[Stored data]

————————

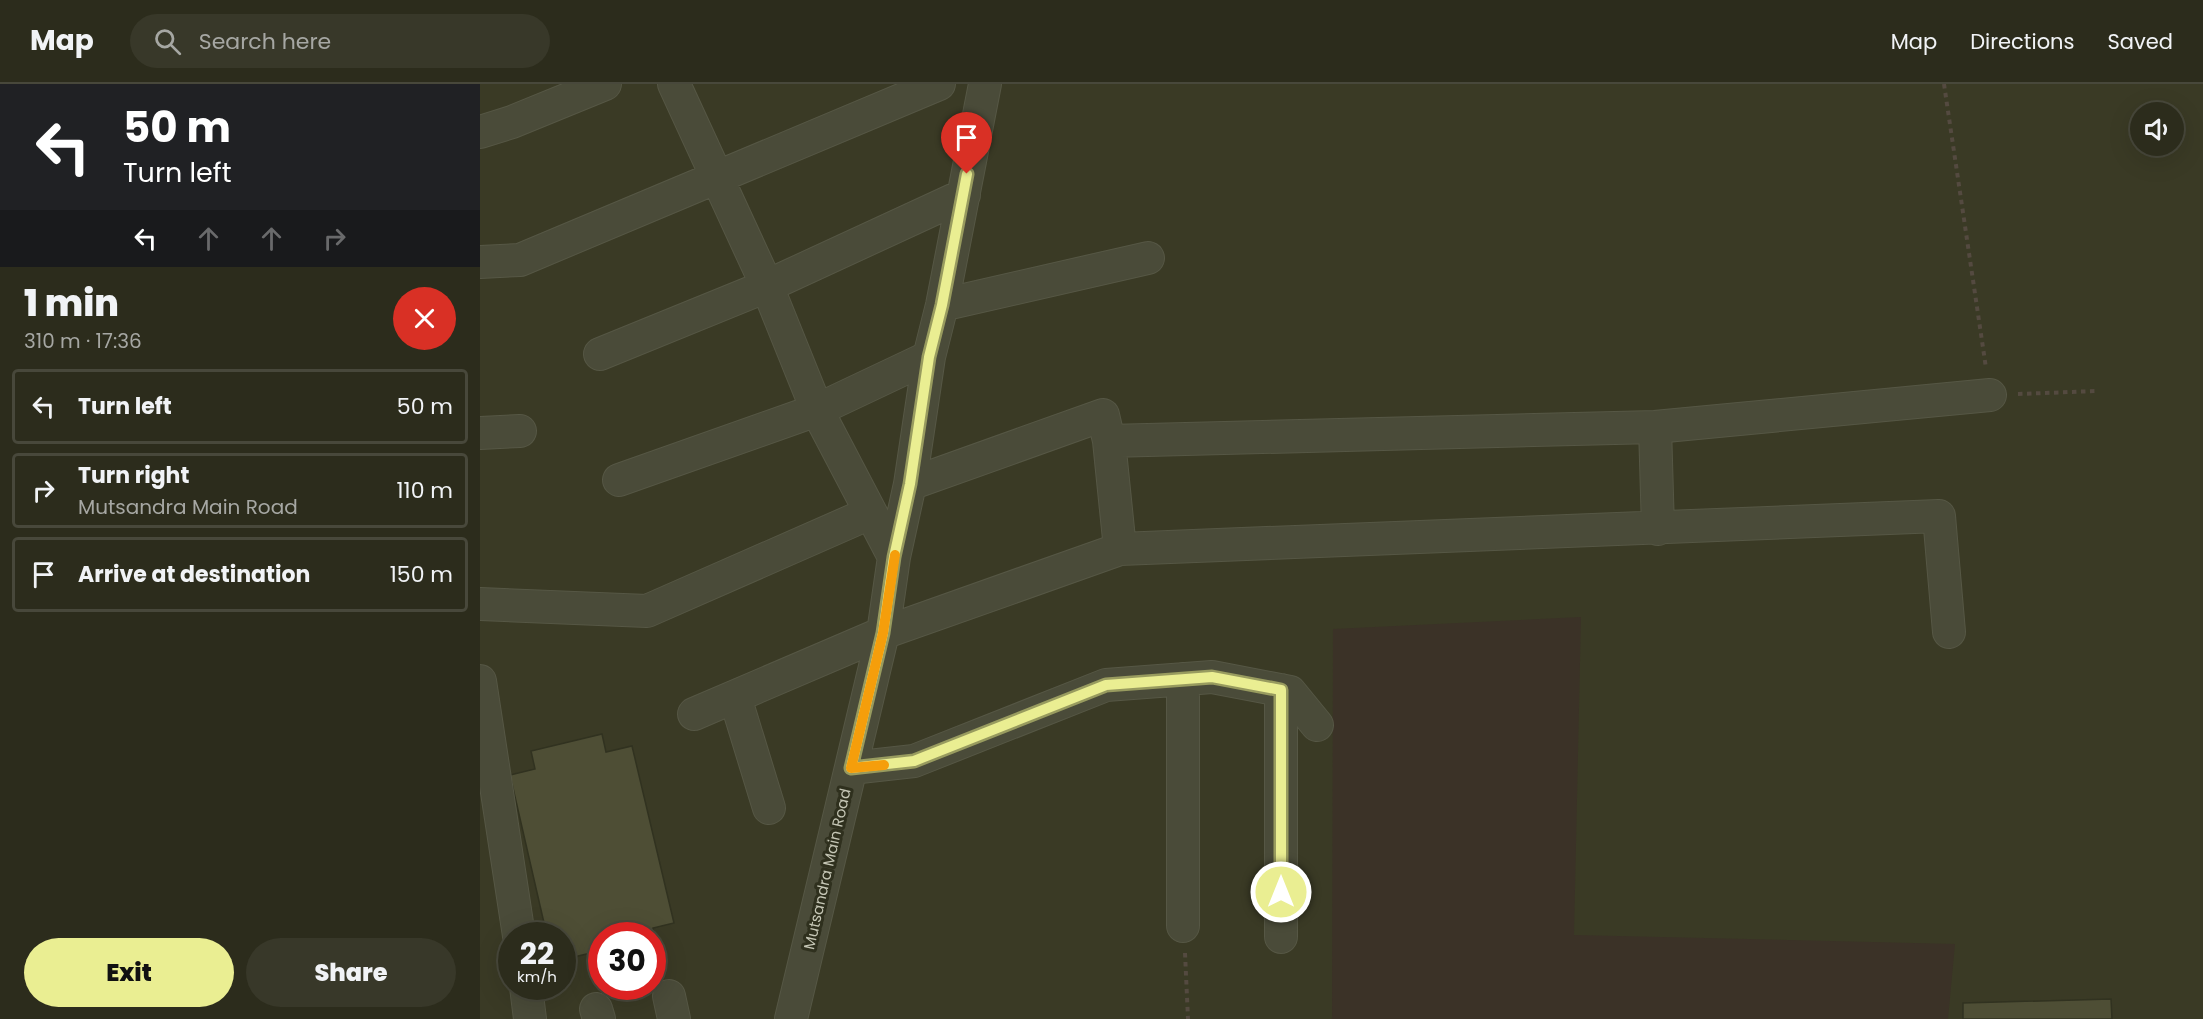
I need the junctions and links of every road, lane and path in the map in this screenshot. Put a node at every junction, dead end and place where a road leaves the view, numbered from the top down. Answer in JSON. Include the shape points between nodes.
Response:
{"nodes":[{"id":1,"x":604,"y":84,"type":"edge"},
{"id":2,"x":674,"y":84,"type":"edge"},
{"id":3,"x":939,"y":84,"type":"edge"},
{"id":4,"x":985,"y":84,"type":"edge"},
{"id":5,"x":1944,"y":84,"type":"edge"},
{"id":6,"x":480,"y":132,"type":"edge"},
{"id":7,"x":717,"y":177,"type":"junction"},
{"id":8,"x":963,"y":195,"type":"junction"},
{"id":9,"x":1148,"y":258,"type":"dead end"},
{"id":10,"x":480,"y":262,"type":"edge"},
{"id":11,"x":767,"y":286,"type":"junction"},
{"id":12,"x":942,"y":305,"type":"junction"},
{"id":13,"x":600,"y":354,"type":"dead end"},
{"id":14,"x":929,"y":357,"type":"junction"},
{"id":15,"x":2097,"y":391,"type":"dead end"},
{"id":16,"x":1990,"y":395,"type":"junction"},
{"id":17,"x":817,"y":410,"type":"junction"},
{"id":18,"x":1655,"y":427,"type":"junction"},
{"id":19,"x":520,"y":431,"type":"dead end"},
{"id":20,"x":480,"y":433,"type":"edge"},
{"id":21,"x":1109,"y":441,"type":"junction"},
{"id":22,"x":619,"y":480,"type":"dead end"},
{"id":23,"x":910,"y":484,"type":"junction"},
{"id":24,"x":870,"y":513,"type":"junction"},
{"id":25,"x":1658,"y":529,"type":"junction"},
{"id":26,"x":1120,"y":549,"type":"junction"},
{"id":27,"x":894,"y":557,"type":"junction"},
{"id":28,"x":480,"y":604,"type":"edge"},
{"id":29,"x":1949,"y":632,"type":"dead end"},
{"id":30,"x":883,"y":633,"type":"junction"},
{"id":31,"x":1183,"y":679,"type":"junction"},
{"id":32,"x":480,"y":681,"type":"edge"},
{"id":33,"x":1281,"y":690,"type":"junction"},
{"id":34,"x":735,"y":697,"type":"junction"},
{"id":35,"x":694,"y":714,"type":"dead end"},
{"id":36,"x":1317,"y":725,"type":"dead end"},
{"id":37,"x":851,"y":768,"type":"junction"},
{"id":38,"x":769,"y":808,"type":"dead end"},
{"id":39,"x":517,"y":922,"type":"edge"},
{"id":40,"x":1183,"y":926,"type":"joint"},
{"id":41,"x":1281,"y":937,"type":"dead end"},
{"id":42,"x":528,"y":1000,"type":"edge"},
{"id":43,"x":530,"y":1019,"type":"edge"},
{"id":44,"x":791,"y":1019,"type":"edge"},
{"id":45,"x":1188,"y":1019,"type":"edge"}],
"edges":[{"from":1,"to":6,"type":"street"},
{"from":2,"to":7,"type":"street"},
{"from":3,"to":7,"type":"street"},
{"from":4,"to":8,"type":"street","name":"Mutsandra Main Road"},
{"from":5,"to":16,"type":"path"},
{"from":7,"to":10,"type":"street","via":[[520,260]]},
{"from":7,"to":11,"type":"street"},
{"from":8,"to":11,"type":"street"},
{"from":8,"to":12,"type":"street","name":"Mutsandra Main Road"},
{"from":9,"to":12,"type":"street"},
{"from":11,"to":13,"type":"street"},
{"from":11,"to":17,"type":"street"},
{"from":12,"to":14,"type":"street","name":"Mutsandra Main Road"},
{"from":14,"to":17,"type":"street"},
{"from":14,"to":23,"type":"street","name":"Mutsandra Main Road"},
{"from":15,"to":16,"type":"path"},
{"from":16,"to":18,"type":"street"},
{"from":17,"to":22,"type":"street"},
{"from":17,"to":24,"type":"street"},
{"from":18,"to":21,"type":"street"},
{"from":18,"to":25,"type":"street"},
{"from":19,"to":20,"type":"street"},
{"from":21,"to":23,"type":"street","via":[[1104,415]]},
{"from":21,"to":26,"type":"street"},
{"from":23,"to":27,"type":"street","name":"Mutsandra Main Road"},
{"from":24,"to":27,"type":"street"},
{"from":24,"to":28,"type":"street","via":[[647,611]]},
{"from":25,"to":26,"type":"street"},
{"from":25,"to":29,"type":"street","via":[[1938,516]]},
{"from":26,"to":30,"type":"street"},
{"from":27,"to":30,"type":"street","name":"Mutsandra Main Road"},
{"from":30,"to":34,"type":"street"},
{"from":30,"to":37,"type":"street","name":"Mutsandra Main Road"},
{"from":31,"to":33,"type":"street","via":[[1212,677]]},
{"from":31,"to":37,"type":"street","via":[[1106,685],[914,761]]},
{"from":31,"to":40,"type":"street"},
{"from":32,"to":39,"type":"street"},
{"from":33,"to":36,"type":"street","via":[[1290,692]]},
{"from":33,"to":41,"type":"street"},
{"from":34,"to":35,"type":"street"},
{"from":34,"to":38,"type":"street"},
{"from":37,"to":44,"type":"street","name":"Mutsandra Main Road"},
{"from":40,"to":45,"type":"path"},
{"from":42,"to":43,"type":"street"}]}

————————

The records must come back exactly, with their pictures removed.

I need the junctions and links of every road, lane and path in the map in this screenshot. Put a node at every junction, dead end and place where a road leaves the view, numbered from the top down. Answer in JSON. Include the shape points between nodes.
Response:
{"nodes":[{"id":1,"x":604,"y":84,"type":"edge"},
{"id":2,"x":674,"y":84,"type":"edge"},
{"id":3,"x":939,"y":84,"type":"edge"},
{"id":4,"x":985,"y":84,"type":"edge"},
{"id":5,"x":1944,"y":84,"type":"edge"},
{"id":6,"x":480,"y":132,"type":"edge"},
{"id":7,"x":717,"y":177,"type":"junction"},
{"id":8,"x":963,"y":195,"type":"junction"},
{"id":9,"x":1148,"y":258,"type":"dead end"},
{"id":10,"x":480,"y":262,"type":"edge"},
{"id":11,"x":767,"y":286,"type":"junction"},
{"id":12,"x":942,"y":305,"type":"junction"},
{"id":13,"x":600,"y":354,"type":"dead end"},
{"id":14,"x":929,"y":357,"type":"junction"},
{"id":15,"x":2097,"y":391,"type":"dead end"},
{"id":16,"x":1990,"y":395,"type":"junction"},
{"id":17,"x":817,"y":410,"type":"junction"},
{"id":18,"x":1655,"y":427,"type":"junction"},
{"id":19,"x":520,"y":431,"type":"dead end"},
{"id":20,"x":480,"y":433,"type":"edge"},
{"id":21,"x":1109,"y":441,"type":"junction"},
{"id":22,"x":619,"y":480,"type":"dead end"},
{"id":23,"x":910,"y":484,"type":"junction"},
{"id":24,"x":870,"y":513,"type":"junction"},
{"id":25,"x":1658,"y":529,"type":"junction"},
{"id":26,"x":1120,"y":549,"type":"junction"},
{"id":27,"x":894,"y":557,"type":"junction"},
{"id":28,"x":480,"y":604,"type":"edge"},
{"id":29,"x":1949,"y":632,"type":"dead end"},
{"id":30,"x":883,"y":633,"type":"junction"},
{"id":31,"x":1183,"y":679,"type":"junction"},
{"id":32,"x":480,"y":681,"type":"edge"},
{"id":33,"x":1281,"y":690,"type":"junction"},
{"id":34,"x":735,"y":697,"type":"junction"},
{"id":35,"x":694,"y":714,"type":"dead end"},
{"id":36,"x":1317,"y":725,"type":"dead end"},
{"id":37,"x":851,"y":768,"type":"junction"},
{"id":38,"x":769,"y":808,"type":"dead end"},
{"id":39,"x":517,"y":922,"type":"edge"},
{"id":40,"x":1183,"y":926,"type":"joint"},
{"id":41,"x":1281,"y":937,"type":"dead end"},
{"id":42,"x":528,"y":1000,"type":"edge"},
{"id":43,"x":530,"y":1019,"type":"edge"},
{"id":44,"x":791,"y":1019,"type":"edge"},
{"id":45,"x":1188,"y":1019,"type":"edge"}],
"edges":[{"from":1,"to":6,"type":"street"},
{"from":2,"to":7,"type":"street"},
{"from":3,"to":7,"type":"street"},
{"from":4,"to":8,"type":"street","name":"Mutsandra Main Road"},
{"from":5,"to":16,"type":"path"},
{"from":7,"to":10,"type":"street","via":[[520,260]]},
{"from":7,"to":11,"type":"street"},
{"from":8,"to":11,"type":"street"},
{"from":8,"to":12,"type":"street","name":"Mutsandra Main Road"},
{"from":9,"to":12,"type":"street"},
{"from":11,"to":13,"type":"street"},
{"from":11,"to":17,"type":"street"},
{"from":12,"to":14,"type":"street","name":"Mutsandra Main Road"},
{"from":14,"to":17,"type":"street"},
{"from":14,"to":23,"type":"street","name":"Mutsandra Main Road"},
{"from":15,"to":16,"type":"path"},
{"from":16,"to":18,"type":"street"},
{"from":17,"to":22,"type":"street"},
{"from":17,"to":24,"type":"street"},
{"from":18,"to":21,"type":"street"},
{"from":18,"to":25,"type":"street"},
{"from":19,"to":20,"type":"street"},
{"from":21,"to":23,"type":"street","via":[[1104,415]]},
{"from":21,"to":26,"type":"street"},
{"from":23,"to":27,"type":"street","name":"Mutsandra Main Road"},
{"from":24,"to":27,"type":"street"},
{"from":24,"to":28,"type":"street","via":[[647,611]]},
{"from":25,"to":26,"type":"street"},
{"from":25,"to":29,"type":"street","via":[[1938,516]]},
{"from":26,"to":30,"type":"street"},
{"from":27,"to":30,"type":"street","name":"Mutsandra Main Road"},
{"from":30,"to":34,"type":"street"},
{"from":30,"to":37,"type":"street","name":"Mutsandra Main Road"},
{"from":31,"to":33,"type":"street","via":[[1212,677]]},
{"from":31,"to":37,"type":"street","via":[[1106,685],[914,761]]},
{"from":31,"to":40,"type":"street"},
{"from":32,"to":39,"type":"street"},
{"from":33,"to":36,"type":"street","via":[[1290,692]]},
{"from":33,"to":41,"type":"street"},
{"from":34,"to":35,"type":"street"},
{"from":34,"to":38,"type":"street"},
{"from":37,"to":44,"type":"street","name":"Mutsandra Main Road"},
{"from":40,"to":45,"type":"path"},
{"from":42,"to":43,"type":"street"}]}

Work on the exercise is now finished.